Var-Matin (Brignoles / Le Luc / Saint-Maximin)
Le tour de la case prison par la ministre de la Justice
Plus de trois heures à la rencontre des agents pénitentiaires. Hier, la garde des Sceaux s’est intéressée au travail mené derrière les murs de la prison de La Farlède, une « source d’inspiration »
Dans la cour de terre battue, en contrebas de la coursive, des détenus lancent des regards. Ils ont compris qu’il y avait une visite officielle dans la prison. On perçoit quelques cris, des gravillons cognent le carreau. Hier matin, Nicole Belloubet, la nouvelle ministre de la Justice a réalisé un tour assez large du centre pénitentiaire de La Farlède, l’unique prison varoise. Saturée par la surpopulation carcérale – avec 140 matelas au sol, annonce la direction. « Plutôt 170 », estime un syndicat. Une prison encore neuve (elle a ouvert en 2004), avec douche dans les cellules, espaces fonctionnels, salles de formation, ateliers de travail – « un élément de reconstruction. Il y a des sources d’inspiration ici. » Au détour des allées désertes, des surveillants grommellent. « Ils ont fait une prison sans détenus », tant le parcours de la ministre a été balisé. Les syndicats s’agacent de voir les personnels pénitentiaires plus nombreux que d’ordinaire – « On a rappelé des agents ! » – pour assurer un circuit sans anicroche.
« Comment on fait pour que deux s’en sortent?»
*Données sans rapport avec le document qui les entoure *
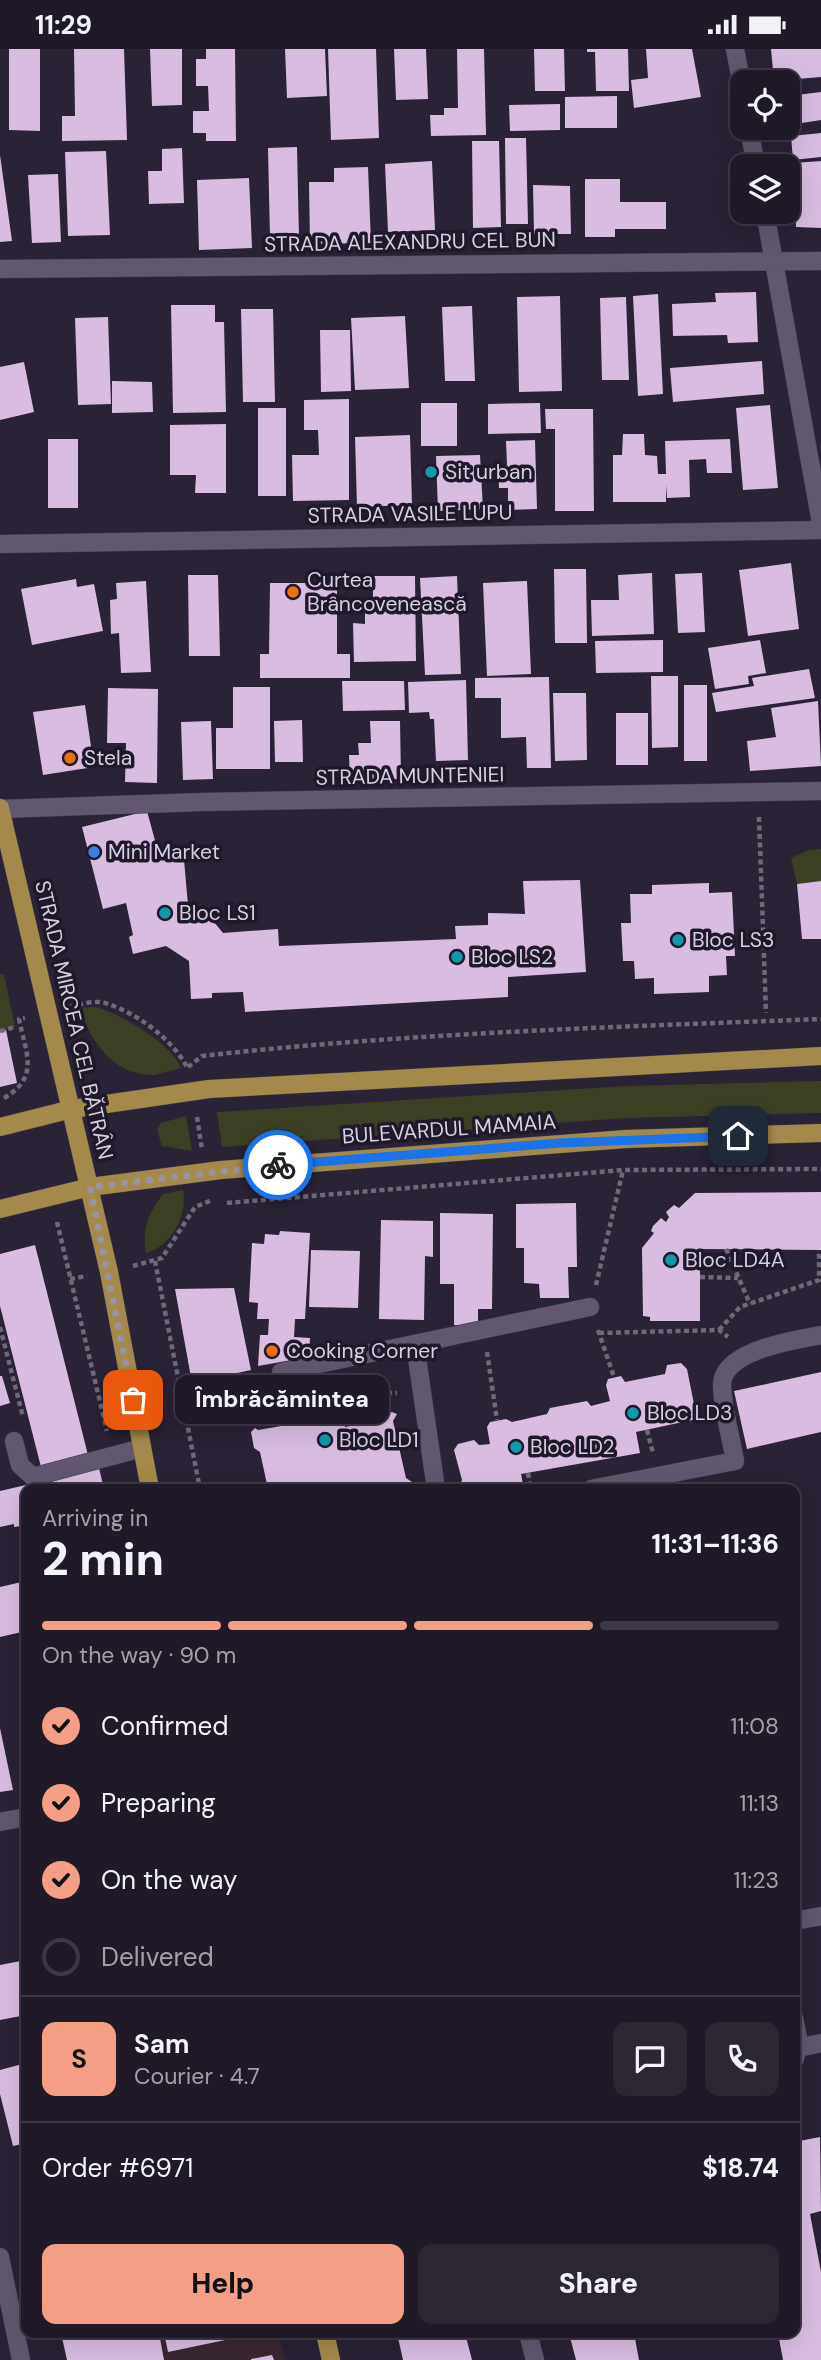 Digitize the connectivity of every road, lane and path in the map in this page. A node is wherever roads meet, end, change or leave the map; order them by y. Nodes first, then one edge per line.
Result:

Celle qui pose les questions et s’intéresse à l’envers du décor, c’est la garde des Sceaux. En particulier, sur l’accompagnement des détenus vers la sortie de prison. Ici, 30 % des sorties sont « accompagnées». La culture de l’aménagement de peine progresse. « On fait un métier qui est systématiquement confronté à l’échec , reconnaît une conseillère d’insertion et de probation. Mais quand un sur dix s’en sort… » C’est déjà ça de pris. «Et comment on fait pour que deux s’en sortent? » demande du tac au tac Nicole Belloubet, qui étudie justement la possibilité de « créer plus de conseillers ». La surpopulation carcérale, la ministre la constate très concrètement, lorsqu’elle entre dans une cellule. Environ neuf mètres carrés pour trois hommes, qui patientent alors dans le couloir. Encadrés de surveillants. Nicole Belloubet ressort et va à leur rencontre. « Ce n’est pas trop difficile ? » Le trio s’est connu en prison et a même demandé à être ensemble. Tant qu’à vivre dans la promiscuité, on essaie de subir le moins possible. L’un d’eux témoigne devant une ministre qui est juriste et connaît parfaitement l’appareil judiciaire. Et ses travers. « Je suis là pour une affaire de 2011, expose-t-il. J’ai été jugé en 2017, mais depuis, j’ai refait ma vie. Entre le moment où j’ai fait la bêtise et le moment où j’ai été puni… trop de temps est passé.» En 2018, seront définis les moyens alloués à la justice. En même temps qu’est annoncée une « réflexion sur les peines ».